Cosatu Spokesperson Matthew Parks said it had long advocated for the department's closure as part of streamlining the government and ensuring greater coherence.

“Having two or three ministers covering one entity just created chaos. The Department of Public Enterprises only supervised seven state-owned enterprises and so its continuation did not make sense,” he said, pointing toward the SOE shareholder management bill, tabled at Nedlac and now before Parliament, as the best outcome as it would establish a council to oversee the entities.

This is as the South African Wind Energy Association (SAWEA) said it supported the separation of Mineral Resources and Energy into two separate ministries as it enables the country to prioritise energy security with a special focus on electricity.

SAWEA CEO, Niveshen Govender, said challenges remain a concern, particularly ahead of the Renewable Energy Independent Power Producer Procurement Programme (REIPPPP) Bid Window 7 submission deadline and the dwindling grid capacity in wind-rich areas.

“We have high expectations from the newly formed Ministry of Electricity and Energy to work with industry and overcome sector challenges, including grid constraints, regulatory and policy uncertainty, as well as local manufacturing limitations,” Govender said.

“To mitigate these, there is a critical need to accelerate the integration of wind energy as part of the county’s energy mix and requires policy and strategic intervention to ensure an affordable, stable and reliable electricity supply across South Africa.”

The Federation of Unions of South Africa (Fedusa), which expressed concerns with the expanded Cabinet, said it would encourage the new administration to invest in bulk infrastructure, such as transportation, energy, and water supply.

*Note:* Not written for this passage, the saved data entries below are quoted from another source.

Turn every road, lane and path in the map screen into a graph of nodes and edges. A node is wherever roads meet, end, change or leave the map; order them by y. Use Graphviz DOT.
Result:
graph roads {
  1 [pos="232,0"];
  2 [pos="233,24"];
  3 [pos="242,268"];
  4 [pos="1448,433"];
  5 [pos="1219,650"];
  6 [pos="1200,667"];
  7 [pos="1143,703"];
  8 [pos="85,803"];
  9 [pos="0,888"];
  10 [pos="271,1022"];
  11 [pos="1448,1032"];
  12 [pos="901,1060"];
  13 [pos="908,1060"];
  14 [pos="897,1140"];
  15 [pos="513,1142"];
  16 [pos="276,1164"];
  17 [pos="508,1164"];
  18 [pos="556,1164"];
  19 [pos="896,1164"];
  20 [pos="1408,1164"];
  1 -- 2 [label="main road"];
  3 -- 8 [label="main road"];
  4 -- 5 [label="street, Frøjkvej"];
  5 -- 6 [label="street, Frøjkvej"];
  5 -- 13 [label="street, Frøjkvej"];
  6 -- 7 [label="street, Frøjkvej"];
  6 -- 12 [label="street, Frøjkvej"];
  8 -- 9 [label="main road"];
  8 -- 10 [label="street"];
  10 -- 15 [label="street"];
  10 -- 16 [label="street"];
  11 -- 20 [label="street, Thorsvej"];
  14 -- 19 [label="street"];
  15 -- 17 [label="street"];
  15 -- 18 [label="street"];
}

“The government should prioritise projects that have a high impact on economic growth and job creation.  Tackling the unemployment crisis, especially among the youth, should be a key focus of the administration,” Fedusa's general secretary Riefdah Ajam said.

Fedusa said it was encouraged by the appointments in the economic cluster of people it trusts were progressive and had capacity to deal with the tasks ahead.

The Black Business Federation (BBF) said with the Cabinet appointments made, it anticipated the proposed National Dialogue at which it would make a case for the monitoring and evaluation of government ministries to ensure that those in the economic cluster are effectively implementing progressive policies to support economic growth and development.

It said priorities for the seventh administration should be fine tuning  policies that promote international trade and attract foreign direct investment to stimulate the growth of SMMEs, streamlining processes and providing support services to SMMEs and such as access to finance to facilitate the growth and sustainability of small and medium-sized enterprises and implementing measures to reduce the overall cost of doing business in the country.

“We welcome the establishment and urgent implementation of a monitoring and evaluation portfolio to oversee all public and private partnership (PPP) business activities,” said BFF secretary general, Wanda Jaca.

Deal Leaders International, a specialist M&A advisory firm, warned that the new Cabinet distinguishes growth policies from developmental ones.

“Growth is a quantitative increase in numbers. Development is a qualitative improvement in the output of the economy which is what South Africans are crying out for. Good news is that apart from the Minerals and Petroleum portfolio, most important economic ministries have at least seen a modest improvement, and some a substantial improvement,” DLI's CEO Corporate and Strategy Andrew Bahlmann said.